Top of Data for this task

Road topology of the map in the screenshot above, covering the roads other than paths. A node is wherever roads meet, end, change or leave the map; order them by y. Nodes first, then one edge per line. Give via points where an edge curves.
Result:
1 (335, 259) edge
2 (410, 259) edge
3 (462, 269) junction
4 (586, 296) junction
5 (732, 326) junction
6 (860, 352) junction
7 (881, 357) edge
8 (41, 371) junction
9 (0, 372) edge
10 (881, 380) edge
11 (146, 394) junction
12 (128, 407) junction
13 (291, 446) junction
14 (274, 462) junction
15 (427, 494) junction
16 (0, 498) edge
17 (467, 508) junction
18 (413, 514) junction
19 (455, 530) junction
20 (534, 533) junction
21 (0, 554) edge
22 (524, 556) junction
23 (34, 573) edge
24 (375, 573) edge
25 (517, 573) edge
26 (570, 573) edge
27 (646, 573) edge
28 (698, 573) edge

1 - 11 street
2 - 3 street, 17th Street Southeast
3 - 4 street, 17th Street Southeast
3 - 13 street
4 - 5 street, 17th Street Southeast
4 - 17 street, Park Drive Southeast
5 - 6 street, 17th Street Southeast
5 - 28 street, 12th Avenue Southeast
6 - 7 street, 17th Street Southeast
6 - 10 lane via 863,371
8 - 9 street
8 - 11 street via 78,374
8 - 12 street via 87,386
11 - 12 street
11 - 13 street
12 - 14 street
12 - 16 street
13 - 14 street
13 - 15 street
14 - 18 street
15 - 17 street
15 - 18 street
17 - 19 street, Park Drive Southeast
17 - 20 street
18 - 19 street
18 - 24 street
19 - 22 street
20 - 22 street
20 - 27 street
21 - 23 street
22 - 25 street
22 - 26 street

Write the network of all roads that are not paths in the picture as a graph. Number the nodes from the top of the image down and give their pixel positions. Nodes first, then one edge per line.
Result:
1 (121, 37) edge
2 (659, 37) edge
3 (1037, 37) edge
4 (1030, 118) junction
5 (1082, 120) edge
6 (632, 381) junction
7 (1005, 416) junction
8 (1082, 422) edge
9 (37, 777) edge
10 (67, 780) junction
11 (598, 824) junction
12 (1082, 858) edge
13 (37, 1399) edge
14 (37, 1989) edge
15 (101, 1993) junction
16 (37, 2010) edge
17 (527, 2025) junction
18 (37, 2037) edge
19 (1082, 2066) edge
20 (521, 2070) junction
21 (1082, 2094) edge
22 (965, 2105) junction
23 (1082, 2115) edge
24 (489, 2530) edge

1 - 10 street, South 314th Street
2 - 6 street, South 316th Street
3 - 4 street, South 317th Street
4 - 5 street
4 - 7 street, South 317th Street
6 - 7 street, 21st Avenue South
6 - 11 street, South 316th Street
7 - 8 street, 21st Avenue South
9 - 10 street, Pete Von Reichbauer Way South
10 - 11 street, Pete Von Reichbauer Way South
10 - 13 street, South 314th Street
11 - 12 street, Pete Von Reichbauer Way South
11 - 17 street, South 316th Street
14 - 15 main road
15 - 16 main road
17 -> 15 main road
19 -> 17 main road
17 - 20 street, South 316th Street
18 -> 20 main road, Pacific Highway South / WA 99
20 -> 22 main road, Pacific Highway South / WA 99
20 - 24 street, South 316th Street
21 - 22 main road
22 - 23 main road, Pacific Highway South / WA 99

Bottom of Data for this task

(Exercise goal) In full and without change, transcribe the data above.

(Completed exercise)
Road topology of the map in the screenshot above, covering the roads other than paths. A node is wherever roads meet, end, change or leave the map; order them by y. Nodes first, then one edge per line. Give via points where an edge curves.
Result:
1 (335, 259) edge
2 (410, 259) edge
3 (462, 269) junction
4 (586, 296) junction
5 (732, 326) junction
6 (860, 352) junction
7 (881, 357) edge
8 (41, 371) junction
9 (0, 372) edge
10 (881, 380) edge
11 (146, 394) junction
12 (128, 407) junction
13 (291, 446) junction
14 (274, 462) junction
15 (427, 494) junction
16 (0, 498) edge
17 (467, 508) junction
18 (413, 514) junction
19 (455, 530) junction
20 (534, 533) junction
21 (0, 554) edge
22 (524, 556) junction
23 (34, 573) edge
24 (375, 573) edge
25 (517, 573) edge
26 (570, 573) edge
27 (646, 573) edge
28 (698, 573) edge

1 - 11 street
2 - 3 street, 17th Street Southeast
3 - 4 street, 17th Street Southeast
3 - 13 street
4 - 5 street, 17th Street Southeast
4 - 17 street, Park Drive Southeast
5 - 6 street, 17th Street Southeast
5 - 28 street, 12th Avenue Southeast
6 - 7 street, 17th Street Southeast
6 - 10 lane via 863,371
8 - 9 street
8 - 11 street via 78,374
8 - 12 street via 87,386
11 - 12 street
11 - 13 street
12 - 14 street
12 - 16 street
13 - 14 street
13 - 15 street
14 - 18 street
15 - 17 street
15 - 18 street
17 - 19 street, Park Drive Southeast
17 - 20 street
18 - 19 street
18 - 24 street
19 - 22 street
20 - 22 street
20 - 27 street
21 - 23 street
22 - 25 street
22 - 26 street

Write the network of all roads that are not paths in the picture as a graph. Number the nodes from the top of the image down and give their pixel positions. Nodes first, then one edge per line.
Result:
1 (121, 37) edge
2 (659, 37) edge
3 (1037, 37) edge
4 (1030, 118) junction
5 (1082, 120) edge
6 (632, 381) junction
7 (1005, 416) junction
8 (1082, 422) edge
9 (37, 777) edge
10 (67, 780) junction
11 (598, 824) junction
12 (1082, 858) edge
13 (37, 1399) edge
14 (37, 1989) edge
15 (101, 1993) junction
16 (37, 2010) edge
17 (527, 2025) junction
18 (37, 2037) edge
19 (1082, 2066) edge
20 (521, 2070) junction
21 (1082, 2094) edge
22 (965, 2105) junction
23 (1082, 2115) edge
24 (489, 2530) edge

1 - 10 street, South 314th Street
2 - 6 street, South 316th Street
3 - 4 street, South 317th Street
4 - 5 street
4 - 7 street, South 317th Street
6 - 7 street, 21st Avenue South
6 - 11 street, South 316th Street
7 - 8 street, 21st Avenue South
9 - 10 street, Pete Von Reichbauer Way South
10 - 11 street, Pete Von Reichbauer Way South
10 - 13 street, South 314th Street
11 - 12 street, Pete Von Reichbauer Way South
11 - 17 street, South 316th Street
14 - 15 main road
15 - 16 main road
17 -> 15 main road
19 -> 17 main road
17 - 20 street, South 316th Street
18 -> 20 main road, Pacific Highway South / WA 99
20 -> 22 main road, Pacific Highway South / WA 99
20 - 24 street, South 316th Street
21 - 22 main road
22 - 23 main road, Pacific Highway South / WA 99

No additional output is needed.